The PARTICULAR language you use to model reality, like the math you use, actually MODEL a reality that exists prior to your bias to experience and communicate those experiences to others. The language is what you are treating is the reference to the reality when it is only modeling the reality in the only way we are able to relay it in common between other people. That is, we ARBITRARILY select symbols, like the words and languages we use ONLY to communicate the reality we share in common. But the reality we subjectively experience is, in essence, unable to be shared in any sincerely "objective" way. So we are FORCED to use a set of symbols that we agree to only for the means of relaying back and forth agreement.Hobbes' Choice wrote:
Not sure what the problem here is.
We all of us had a rich experience of the world before we learned any maths, and we live most of our lives without daily reference to it.
Numbers are conceptual. Cups and apples exist without them. Does a cup need to know how many other cups in the cupboard before it can exist?
If no one had ever invented maths to count ONE world, would the world still have existed? Maths is a descriptive language.
The particular symbols we use for numbers and its relationships are still REFERRING to something 'real', even though the symbols are themselves NOT the actual things themselves. But this holds true for ANY reality we symbolize using language between each other. That is, just because you SEE something, while YOU can interpret it as 'real', communicating this to anyone or anything beyond yourself is still BEGGING, without any difference, that the words you use to reference and convey that experience to others is real as well.
So if you treat numbers as not real, nor is anything you can say is real, because all words, spoken or written, are themselves just SYMBOLS.

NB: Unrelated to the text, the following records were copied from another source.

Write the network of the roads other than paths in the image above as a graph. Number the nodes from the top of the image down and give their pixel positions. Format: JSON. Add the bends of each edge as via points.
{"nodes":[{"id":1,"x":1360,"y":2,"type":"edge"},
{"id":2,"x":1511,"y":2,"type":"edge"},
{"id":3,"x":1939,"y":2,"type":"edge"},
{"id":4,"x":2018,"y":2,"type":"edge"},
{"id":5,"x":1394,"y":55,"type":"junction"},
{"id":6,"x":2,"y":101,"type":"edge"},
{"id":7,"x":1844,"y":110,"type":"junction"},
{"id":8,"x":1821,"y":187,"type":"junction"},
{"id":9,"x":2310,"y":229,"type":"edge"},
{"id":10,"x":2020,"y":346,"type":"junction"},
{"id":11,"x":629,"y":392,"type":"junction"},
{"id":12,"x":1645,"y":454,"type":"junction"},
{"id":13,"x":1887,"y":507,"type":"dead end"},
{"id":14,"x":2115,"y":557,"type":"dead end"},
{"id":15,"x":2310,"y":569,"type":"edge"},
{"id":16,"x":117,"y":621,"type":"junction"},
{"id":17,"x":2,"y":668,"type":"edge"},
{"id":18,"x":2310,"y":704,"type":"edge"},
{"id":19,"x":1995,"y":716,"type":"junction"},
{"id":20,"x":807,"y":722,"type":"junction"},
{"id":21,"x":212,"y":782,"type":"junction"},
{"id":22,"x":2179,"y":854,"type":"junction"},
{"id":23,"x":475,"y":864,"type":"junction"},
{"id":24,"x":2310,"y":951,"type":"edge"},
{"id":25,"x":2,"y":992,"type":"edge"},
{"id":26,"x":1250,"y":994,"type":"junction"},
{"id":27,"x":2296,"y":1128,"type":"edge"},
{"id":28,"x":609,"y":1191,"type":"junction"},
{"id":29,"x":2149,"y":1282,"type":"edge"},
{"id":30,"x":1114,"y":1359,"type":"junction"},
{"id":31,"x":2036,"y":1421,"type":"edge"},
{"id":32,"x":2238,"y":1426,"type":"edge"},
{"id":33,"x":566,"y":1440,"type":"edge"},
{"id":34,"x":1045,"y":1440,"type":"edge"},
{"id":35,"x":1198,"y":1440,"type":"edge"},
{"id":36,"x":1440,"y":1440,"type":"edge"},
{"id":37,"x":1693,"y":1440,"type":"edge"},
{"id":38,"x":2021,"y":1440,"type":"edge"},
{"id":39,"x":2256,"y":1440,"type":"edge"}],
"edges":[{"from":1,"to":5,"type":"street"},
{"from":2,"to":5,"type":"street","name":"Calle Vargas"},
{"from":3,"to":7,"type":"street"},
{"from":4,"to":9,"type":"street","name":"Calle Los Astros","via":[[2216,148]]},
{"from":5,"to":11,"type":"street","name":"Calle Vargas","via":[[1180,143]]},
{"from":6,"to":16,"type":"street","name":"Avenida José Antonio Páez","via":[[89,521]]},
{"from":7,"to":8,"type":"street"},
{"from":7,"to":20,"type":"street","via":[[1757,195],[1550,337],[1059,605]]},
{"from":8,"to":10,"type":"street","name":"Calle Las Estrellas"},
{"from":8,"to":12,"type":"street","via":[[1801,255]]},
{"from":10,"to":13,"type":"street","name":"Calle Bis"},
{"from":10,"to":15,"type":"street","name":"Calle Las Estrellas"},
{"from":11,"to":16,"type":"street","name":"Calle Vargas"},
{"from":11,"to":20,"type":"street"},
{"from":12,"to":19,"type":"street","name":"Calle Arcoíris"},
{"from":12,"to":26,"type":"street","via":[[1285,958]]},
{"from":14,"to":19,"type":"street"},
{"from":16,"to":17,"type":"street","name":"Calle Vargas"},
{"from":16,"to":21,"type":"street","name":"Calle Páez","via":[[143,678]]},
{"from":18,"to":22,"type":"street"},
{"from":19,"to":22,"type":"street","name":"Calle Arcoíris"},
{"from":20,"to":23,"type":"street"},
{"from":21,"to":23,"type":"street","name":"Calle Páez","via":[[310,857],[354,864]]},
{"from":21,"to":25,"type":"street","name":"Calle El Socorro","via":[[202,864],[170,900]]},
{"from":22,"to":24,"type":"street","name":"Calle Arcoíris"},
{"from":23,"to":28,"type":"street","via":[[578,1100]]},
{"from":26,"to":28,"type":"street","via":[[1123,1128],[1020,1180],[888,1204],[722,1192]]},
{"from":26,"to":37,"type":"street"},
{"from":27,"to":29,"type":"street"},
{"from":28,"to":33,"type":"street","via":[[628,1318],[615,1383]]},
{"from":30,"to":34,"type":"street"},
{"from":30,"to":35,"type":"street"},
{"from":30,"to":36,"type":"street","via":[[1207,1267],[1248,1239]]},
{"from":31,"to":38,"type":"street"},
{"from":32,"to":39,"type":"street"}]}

Now given ALL symbols to reference things, even if we may consider all unreal, Numbers are the MOST GENERAL inference we can be MOST CERTAIN of that is common between each and every person or thing.
Yet, unless you are a solipsist, all things you experience are symbols about the objective world to which you have no other choice but to infer are 'real'. So numbers are FROM the outside world, not simply something magically derived in and of you personally. The semantic meaning of some reality, such as, that "a coin has two sides", require that "twoness" is a property of the objective world, not your solipsistic invention. Thus numbers (the referents of the meaning, not the symbols) have a reality that we "DISCOVER".
I think the confusion DOES lie with confusing the difference between our "INVENTION" of the symbols that we use and to the referents of what those symbols denote by "DISCOVERY" in the real world. They are thus both true.